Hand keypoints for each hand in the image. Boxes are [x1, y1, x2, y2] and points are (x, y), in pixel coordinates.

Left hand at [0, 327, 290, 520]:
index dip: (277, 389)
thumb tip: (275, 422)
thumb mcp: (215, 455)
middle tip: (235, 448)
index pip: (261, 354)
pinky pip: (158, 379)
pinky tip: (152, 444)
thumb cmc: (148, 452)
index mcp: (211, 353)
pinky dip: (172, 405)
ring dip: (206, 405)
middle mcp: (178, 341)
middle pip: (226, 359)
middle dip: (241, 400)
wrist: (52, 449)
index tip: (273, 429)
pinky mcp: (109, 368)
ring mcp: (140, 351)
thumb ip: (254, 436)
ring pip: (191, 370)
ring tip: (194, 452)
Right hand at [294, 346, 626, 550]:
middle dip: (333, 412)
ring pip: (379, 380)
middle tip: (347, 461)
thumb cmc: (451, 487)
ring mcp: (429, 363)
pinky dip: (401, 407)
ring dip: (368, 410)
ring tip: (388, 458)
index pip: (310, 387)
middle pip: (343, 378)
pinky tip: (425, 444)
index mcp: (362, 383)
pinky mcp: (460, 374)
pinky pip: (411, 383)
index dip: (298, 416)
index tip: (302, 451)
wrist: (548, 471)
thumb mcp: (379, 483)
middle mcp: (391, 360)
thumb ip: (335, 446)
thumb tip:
——
Aim of the task
From the line containing "thumb mcp: (215, 455)" to the last line of the records above, please write out every line exactly and add nothing.

Exercise output
thumb mcp: (215, 455)
middle tip: (235, 448)
index pip: (261, 354)
pinky pip: (158, 379)
pinky tip: (152, 444)
thumb cmc: (148, 452)
index mcp: (211, 353)
pinky dip: (172, 405)
ring dip: (206, 405)
middle mcp: (178, 341)
middle pip: (226, 359)
middle dip: (241, 400)
wrist: (52, 449)
index tip: (273, 429)
pinky mcp: (109, 368)
ring mcp: (140, 351)
thumb ip: (254, 436)
ring pip: (191, 370)
ring tip: (194, 452)
Right hand at [294, 346, 626, 550]:
middle dip: (333, 412)
ring pip: (379, 380)
middle tip: (347, 461)
thumb cmc: (451, 487)
ring mcp: (429, 363)
pinky dip: (401, 407)
ring dip: (368, 410)
ring tip: (388, 458)
index pip: (310, 387)
middle pip: (343, 378)
pinky tip: (425, 444)
index mcp: (362, 383)
pinky mcp: (460, 374)
pinky pip: (411, 383)
index dip: (298, 416)
index tip: (302, 451)
wrist: (548, 471)
thumb mcp: (379, 483)
middle mcp: (391, 360)
thumb ip: (335, 446)
thumb tip:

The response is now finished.